BEGIN DATA FOR THIS TASK

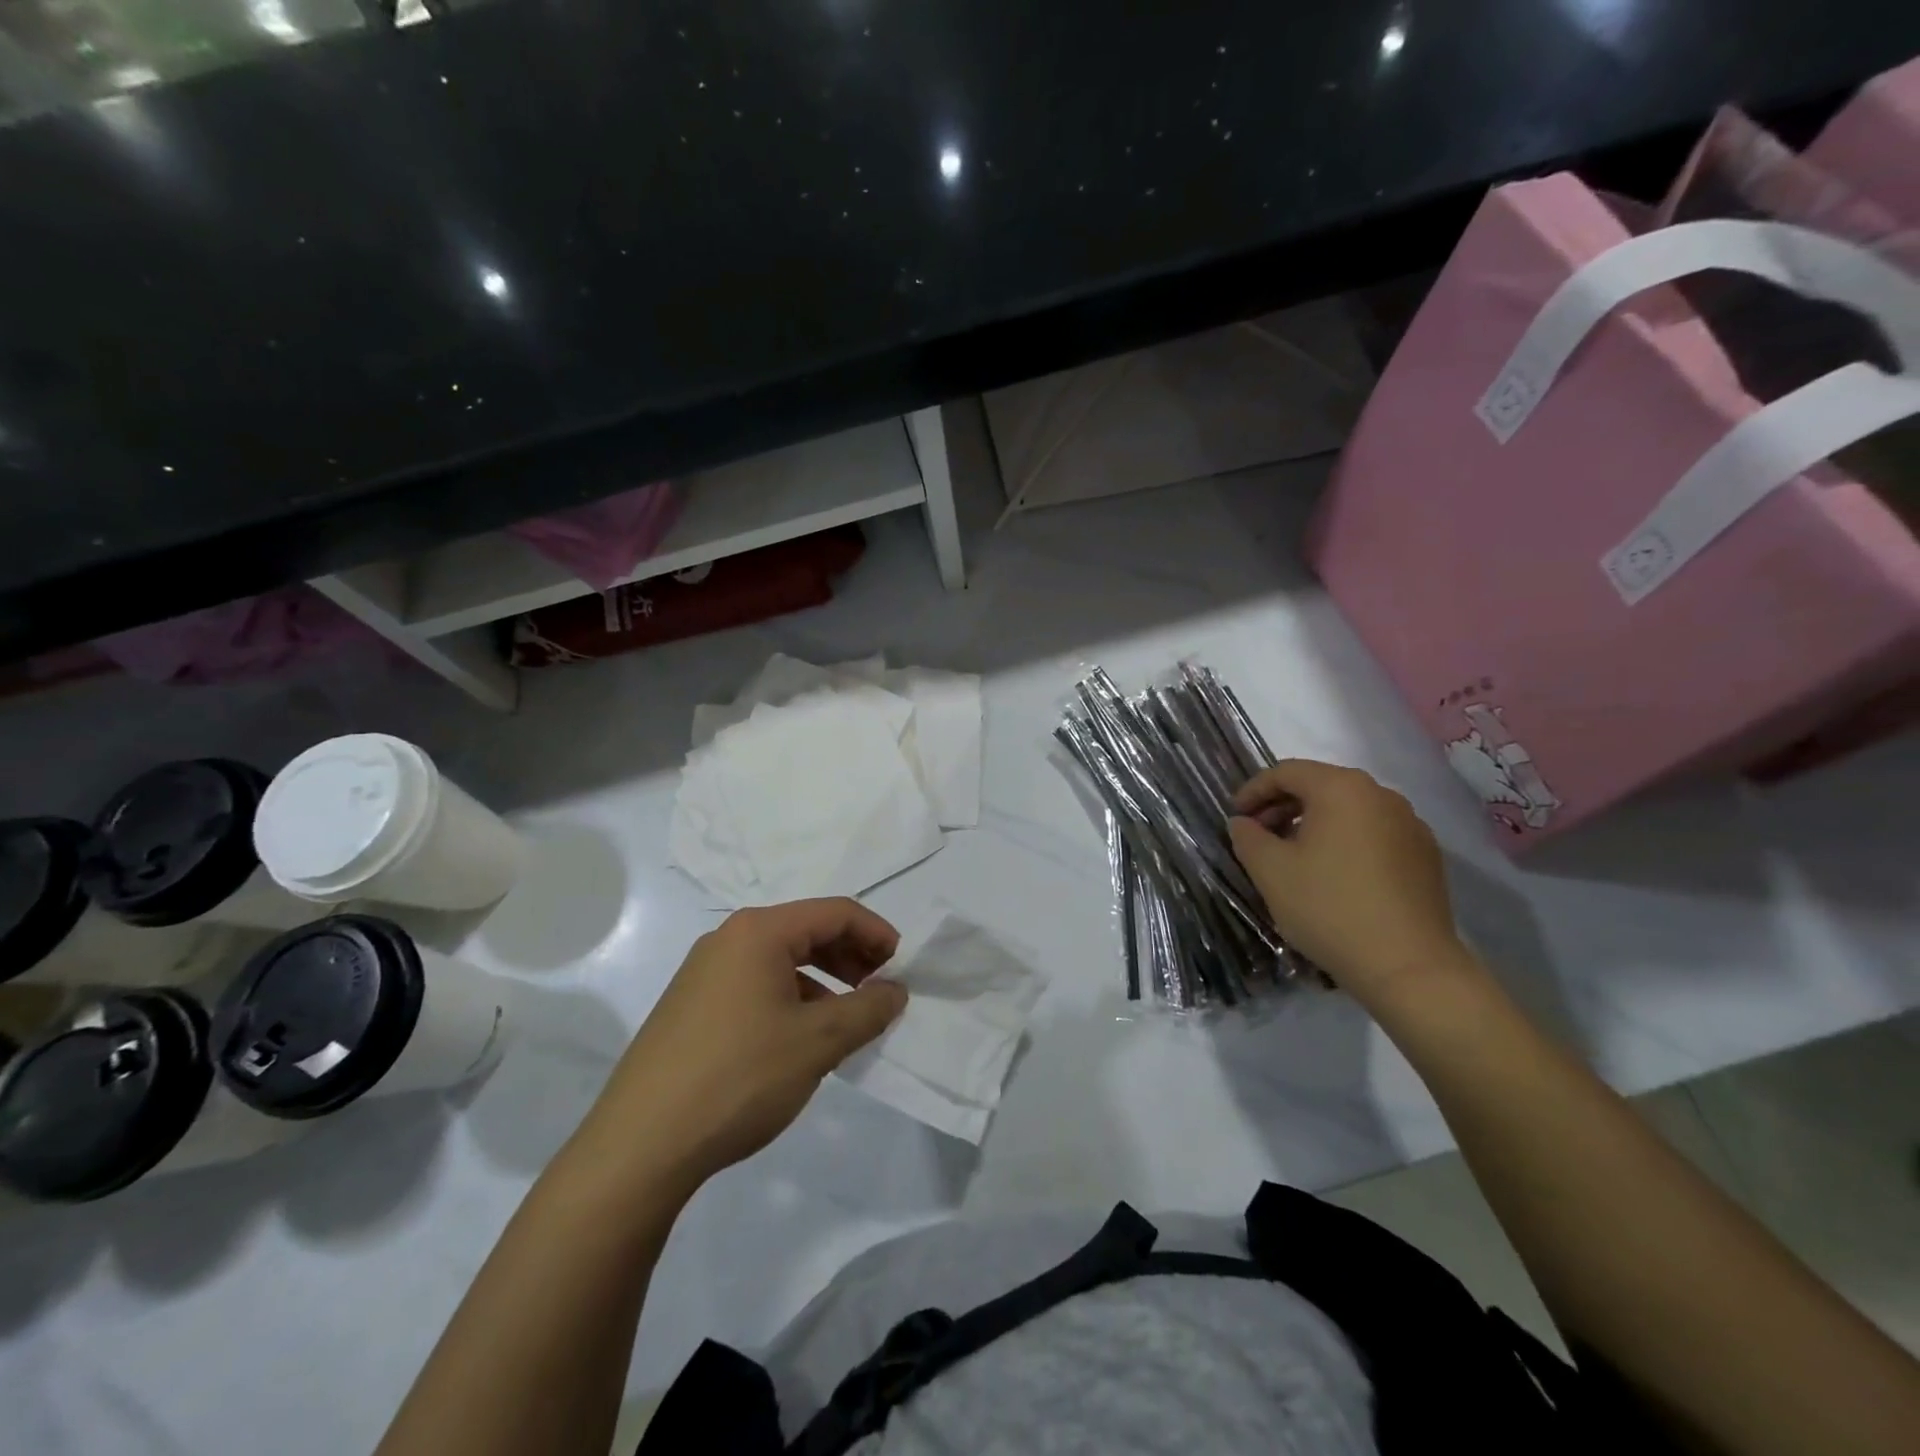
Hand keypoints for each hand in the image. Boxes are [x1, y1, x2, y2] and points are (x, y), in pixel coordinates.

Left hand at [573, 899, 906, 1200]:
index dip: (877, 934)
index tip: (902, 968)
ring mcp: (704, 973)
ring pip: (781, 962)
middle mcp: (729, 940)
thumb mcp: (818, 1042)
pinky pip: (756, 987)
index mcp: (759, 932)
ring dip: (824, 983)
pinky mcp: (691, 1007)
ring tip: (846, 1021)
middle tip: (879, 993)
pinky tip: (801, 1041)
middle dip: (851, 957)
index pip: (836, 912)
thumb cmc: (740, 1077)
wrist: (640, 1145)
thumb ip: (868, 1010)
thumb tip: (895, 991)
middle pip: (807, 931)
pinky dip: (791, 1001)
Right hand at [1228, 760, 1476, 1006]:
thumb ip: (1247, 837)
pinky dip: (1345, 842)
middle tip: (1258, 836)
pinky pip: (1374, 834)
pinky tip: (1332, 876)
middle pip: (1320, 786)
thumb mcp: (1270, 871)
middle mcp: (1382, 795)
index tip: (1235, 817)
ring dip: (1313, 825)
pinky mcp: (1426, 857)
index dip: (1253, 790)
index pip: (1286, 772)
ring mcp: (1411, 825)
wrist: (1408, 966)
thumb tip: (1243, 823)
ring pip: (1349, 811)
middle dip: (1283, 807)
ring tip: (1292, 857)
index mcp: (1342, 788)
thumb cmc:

END DATA FOR THIS TASK

## TASK ITEM
Each line in which the string "middle" is found must be copied from the data.

## SOLUTION
middle mcp: (729, 940)
middle tip: (879, 993)
middle dip: (851, 957)
middle pip: (807, 931)
middle tip: (1258, 836)
middle pip: (1320, 786)
middle mcp: (1382, 795)
middle dip: (1283, 807)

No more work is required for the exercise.